Q. We’re trying to decide whether to put in a whole-house generator or, as our electrician friend suggested, just get a portable that gives enough power when we need it. I keep seeing better and quieter stand-alone models in my internet searches, but wonder if it’s worth the expense to install a big unit that has to be run once a month just to maintain. What do you think?
A.Over the years I, too, have debated about which way to go. My only advantage over most consumers is that I see the installation, the permit process (yes, you do need to file for a building permit) and the sticker shock of clients installing generators. Electricians are the best way to go to install one, although a friend told me he did it himself. There are issues with surges, compatible harmonics and power conditioning, and most-do-it-yourselfers may not know about the possible dangers.

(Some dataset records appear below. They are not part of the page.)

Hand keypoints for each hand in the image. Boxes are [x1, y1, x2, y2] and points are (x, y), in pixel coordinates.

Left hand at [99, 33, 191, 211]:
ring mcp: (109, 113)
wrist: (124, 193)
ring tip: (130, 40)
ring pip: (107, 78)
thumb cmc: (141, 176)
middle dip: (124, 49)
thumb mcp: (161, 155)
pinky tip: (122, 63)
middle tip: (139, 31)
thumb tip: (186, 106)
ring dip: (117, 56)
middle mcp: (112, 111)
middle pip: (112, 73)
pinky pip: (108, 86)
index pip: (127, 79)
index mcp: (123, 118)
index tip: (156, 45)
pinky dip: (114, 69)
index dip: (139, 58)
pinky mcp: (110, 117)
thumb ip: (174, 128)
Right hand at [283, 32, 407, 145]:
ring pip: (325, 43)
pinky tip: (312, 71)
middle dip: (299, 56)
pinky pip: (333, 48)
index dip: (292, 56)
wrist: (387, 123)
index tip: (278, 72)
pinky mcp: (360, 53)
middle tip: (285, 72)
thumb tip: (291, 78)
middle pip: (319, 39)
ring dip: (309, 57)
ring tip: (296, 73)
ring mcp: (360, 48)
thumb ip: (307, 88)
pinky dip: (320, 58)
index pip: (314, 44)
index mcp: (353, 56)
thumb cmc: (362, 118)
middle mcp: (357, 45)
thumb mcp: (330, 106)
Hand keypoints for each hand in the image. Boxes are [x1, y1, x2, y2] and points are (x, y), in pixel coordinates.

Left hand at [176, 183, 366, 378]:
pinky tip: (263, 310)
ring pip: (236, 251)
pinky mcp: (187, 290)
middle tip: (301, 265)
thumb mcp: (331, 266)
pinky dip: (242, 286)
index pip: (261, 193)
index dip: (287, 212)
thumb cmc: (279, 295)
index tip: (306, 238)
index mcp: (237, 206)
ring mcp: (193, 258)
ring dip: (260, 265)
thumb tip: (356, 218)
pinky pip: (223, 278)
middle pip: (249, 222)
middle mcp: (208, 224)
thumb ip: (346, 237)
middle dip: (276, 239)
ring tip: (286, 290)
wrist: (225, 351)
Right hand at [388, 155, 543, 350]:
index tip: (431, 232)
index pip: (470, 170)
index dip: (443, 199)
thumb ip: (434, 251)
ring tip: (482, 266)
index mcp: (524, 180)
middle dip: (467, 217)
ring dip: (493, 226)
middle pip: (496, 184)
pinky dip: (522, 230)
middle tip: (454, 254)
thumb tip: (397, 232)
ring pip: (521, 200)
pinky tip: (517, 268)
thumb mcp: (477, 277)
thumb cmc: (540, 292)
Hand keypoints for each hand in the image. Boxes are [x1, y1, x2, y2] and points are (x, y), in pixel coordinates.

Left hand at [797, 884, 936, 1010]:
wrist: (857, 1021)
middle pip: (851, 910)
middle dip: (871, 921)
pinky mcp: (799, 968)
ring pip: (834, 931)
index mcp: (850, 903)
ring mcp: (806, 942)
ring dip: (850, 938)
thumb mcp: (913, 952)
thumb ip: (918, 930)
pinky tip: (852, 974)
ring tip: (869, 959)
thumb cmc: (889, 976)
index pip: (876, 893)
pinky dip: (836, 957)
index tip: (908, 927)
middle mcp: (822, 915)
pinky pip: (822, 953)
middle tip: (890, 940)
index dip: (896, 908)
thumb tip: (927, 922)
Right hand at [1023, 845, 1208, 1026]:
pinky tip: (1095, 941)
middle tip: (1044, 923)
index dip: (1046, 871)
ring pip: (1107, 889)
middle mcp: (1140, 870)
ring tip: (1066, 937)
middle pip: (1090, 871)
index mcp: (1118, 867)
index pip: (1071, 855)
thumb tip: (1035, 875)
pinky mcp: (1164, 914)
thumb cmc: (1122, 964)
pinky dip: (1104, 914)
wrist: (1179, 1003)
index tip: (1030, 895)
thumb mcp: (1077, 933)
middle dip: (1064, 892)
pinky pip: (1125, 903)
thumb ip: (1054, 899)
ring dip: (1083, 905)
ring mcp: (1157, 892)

I appreciate that people want the monster generator so the lights stay on and the air conditioning keeps humming after everyone else sees their lights go out, but you have to consider cost vs. the number of times you’ll need the monster vs. dragging out the rolling model that you keep in your garage. You still have to run the portable models so that the oil can circulate, just like any engine; parts need regular lubrication. The rolling unit can be kept above a flood and moved into place for use, while the stationary units just get submerged.

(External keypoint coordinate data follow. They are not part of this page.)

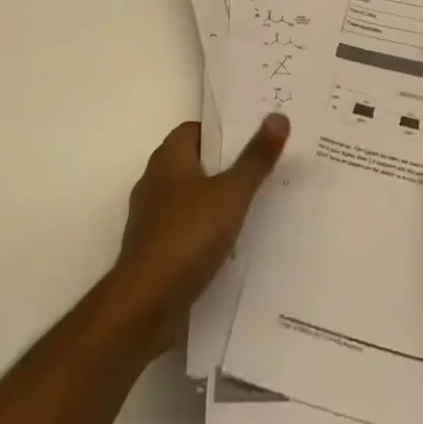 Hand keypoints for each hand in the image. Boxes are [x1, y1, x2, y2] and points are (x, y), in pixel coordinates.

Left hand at [109, 114, 287, 361]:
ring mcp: (151, 220)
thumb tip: (278, 116)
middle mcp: (155, 183)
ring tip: (252, 206)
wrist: (144, 307)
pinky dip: (205, 232)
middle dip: (225, 166)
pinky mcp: (153, 252)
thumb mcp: (231, 193)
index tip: (253, 138)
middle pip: (194, 163)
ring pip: (190, 199)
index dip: (223, 131)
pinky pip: (185, 230)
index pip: (195, 130)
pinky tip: (230, 244)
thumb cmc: (187, 235)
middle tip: (261, 168)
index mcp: (168, 159)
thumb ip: (255, 158)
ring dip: (215, 202) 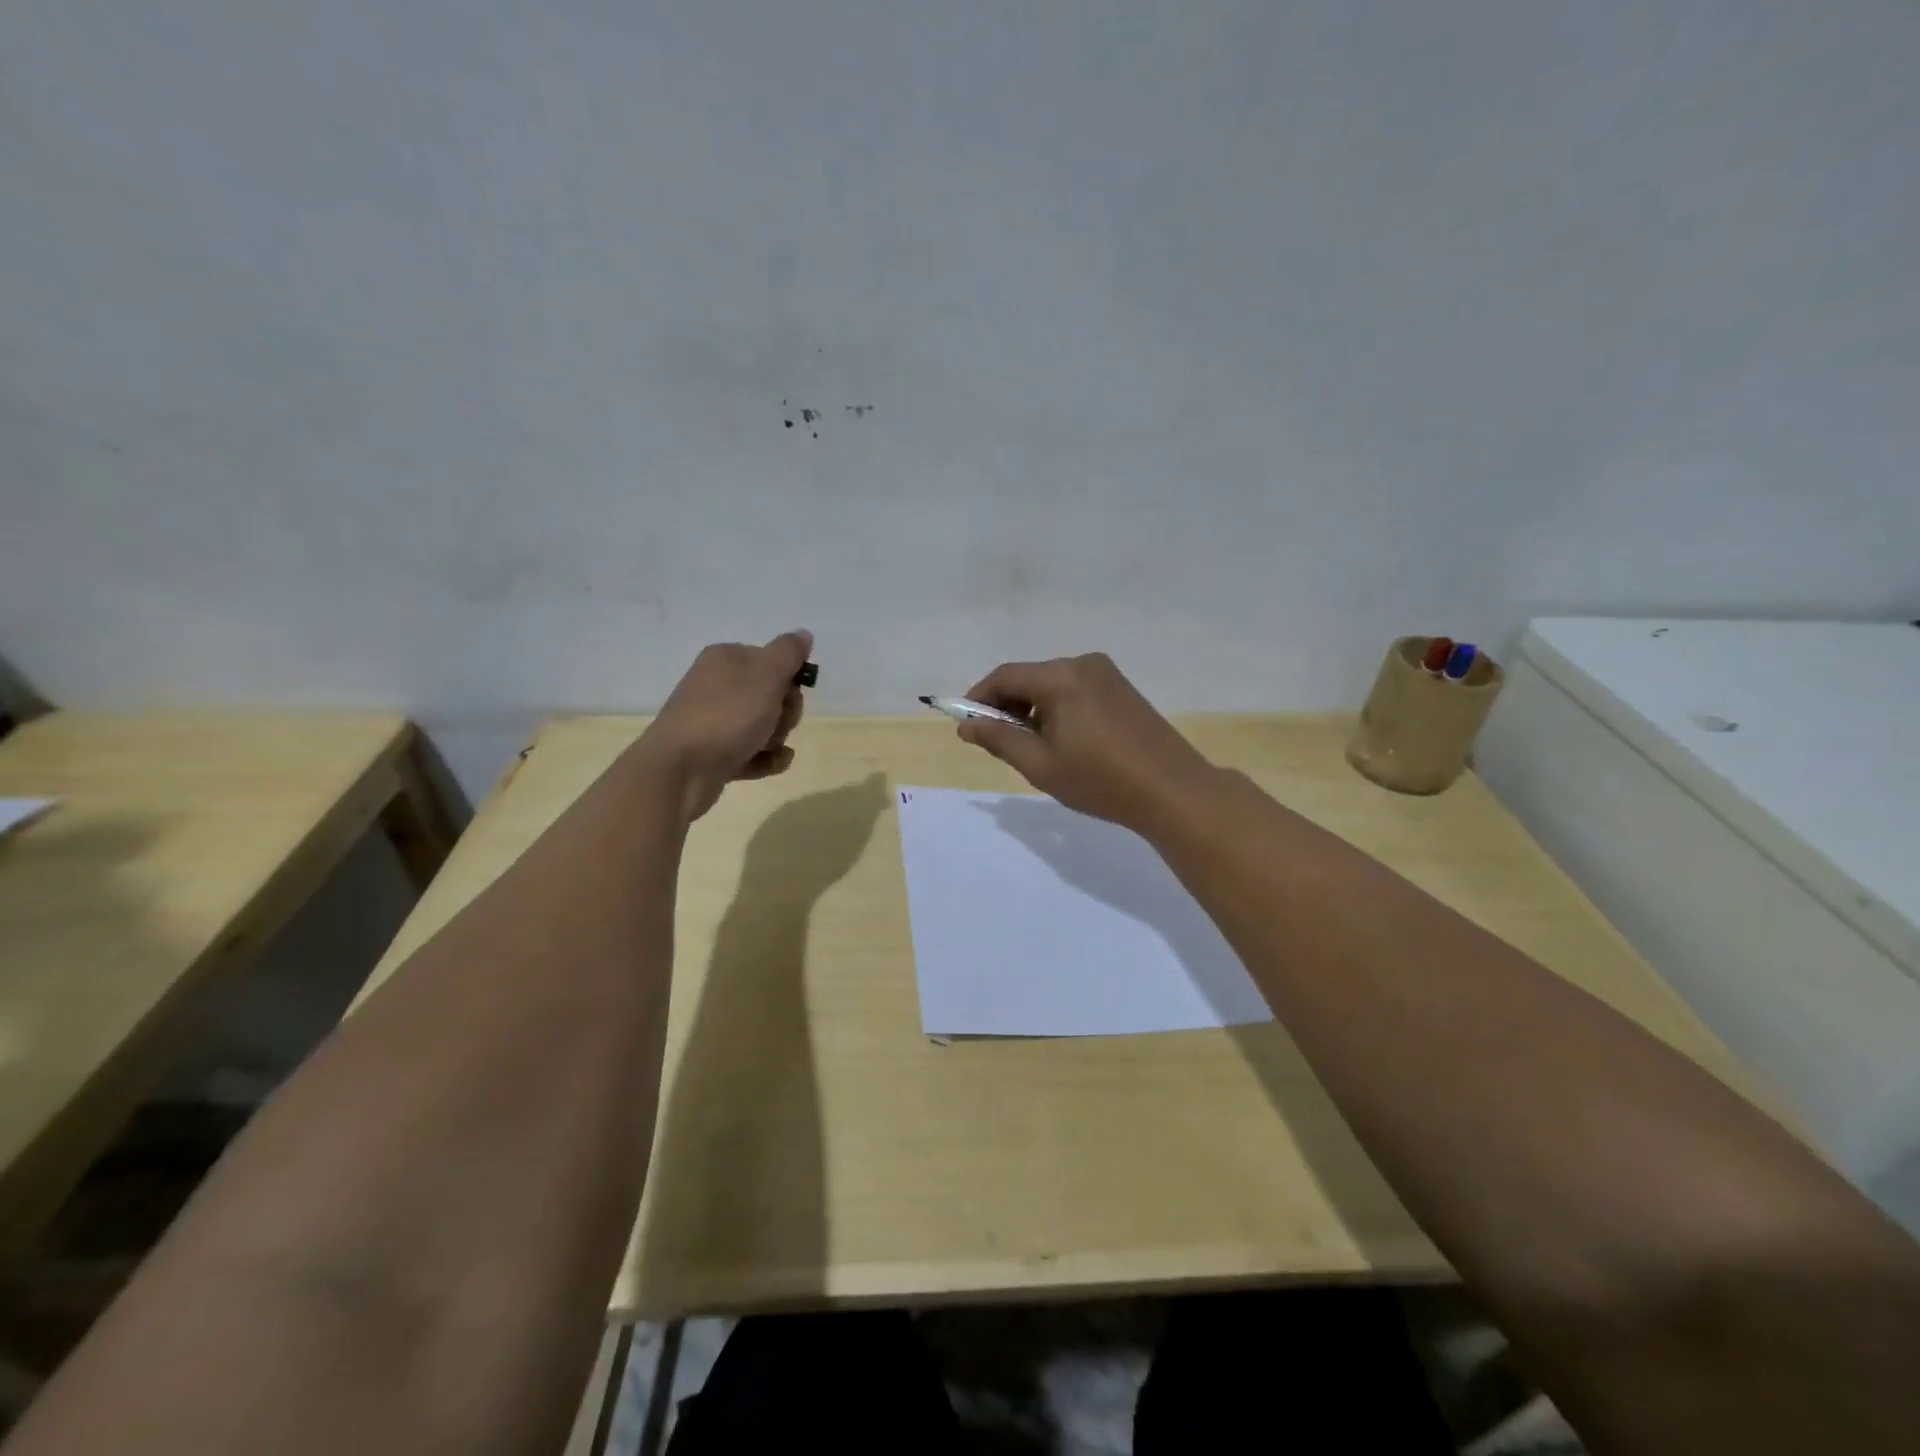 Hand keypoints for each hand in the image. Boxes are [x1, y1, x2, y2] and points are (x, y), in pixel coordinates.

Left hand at [634, 631, 811, 820]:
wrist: (681, 769)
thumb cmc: (727, 715)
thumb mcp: (766, 675)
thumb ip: (788, 652)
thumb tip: (802, 634)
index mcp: (726, 659)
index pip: (772, 660)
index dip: (789, 679)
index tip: (788, 693)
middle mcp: (717, 685)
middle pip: (771, 695)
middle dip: (784, 712)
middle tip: (775, 722)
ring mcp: (714, 721)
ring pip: (764, 725)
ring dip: (775, 737)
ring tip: (764, 746)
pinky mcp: (715, 753)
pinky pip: (753, 752)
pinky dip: (766, 758)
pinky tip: (771, 762)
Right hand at [956, 653, 1222, 833]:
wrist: (1172, 790)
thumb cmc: (1100, 780)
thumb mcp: (1041, 765)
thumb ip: (999, 740)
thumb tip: (966, 726)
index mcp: (1061, 677)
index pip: (1004, 677)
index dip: (978, 699)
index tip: (966, 726)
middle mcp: (1083, 664)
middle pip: (1029, 677)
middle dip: (1006, 706)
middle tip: (997, 742)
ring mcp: (1107, 674)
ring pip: (1052, 684)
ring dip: (1033, 708)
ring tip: (1032, 747)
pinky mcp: (1122, 689)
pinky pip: (1075, 690)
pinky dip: (1057, 709)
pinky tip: (1063, 740)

Having a hookup to your home gas line is great, and more trouble-free than lining up at a gas station at 4 in the morning, and a preset installed panel for the portable also helps. It really comes down to money and the labor of setting up a portable during a storm — or, if you’re really prepared, moving a generator before a storm. You’ll need to go without power until the onslaught is over, and you’ll need to protect the generator, but both types need to be cleared of snow and debris before use and run in open air.
My choice, so far, has been to wait for technology, which I have been reading about in several engineering and electrical engineering publications, to go through further improvements, in power vs. efficiency, storage and quietness. My preference is to go to DC power for my whole home, which requires electrical engineering to connect with the next generation of solar panels so the system runs independently of the power company (currently frowned upon). Right now, your solar panels are useless in a power outage because they send DC power from the panels through an inverter and onto the power grid. The power company benefits year-round, while you get a maximum $1,000 discount. With DC generation and solar DC on your DC system, you’ll have the full benefit. The portable is more economical, short term, if you can wait and have a place to store it.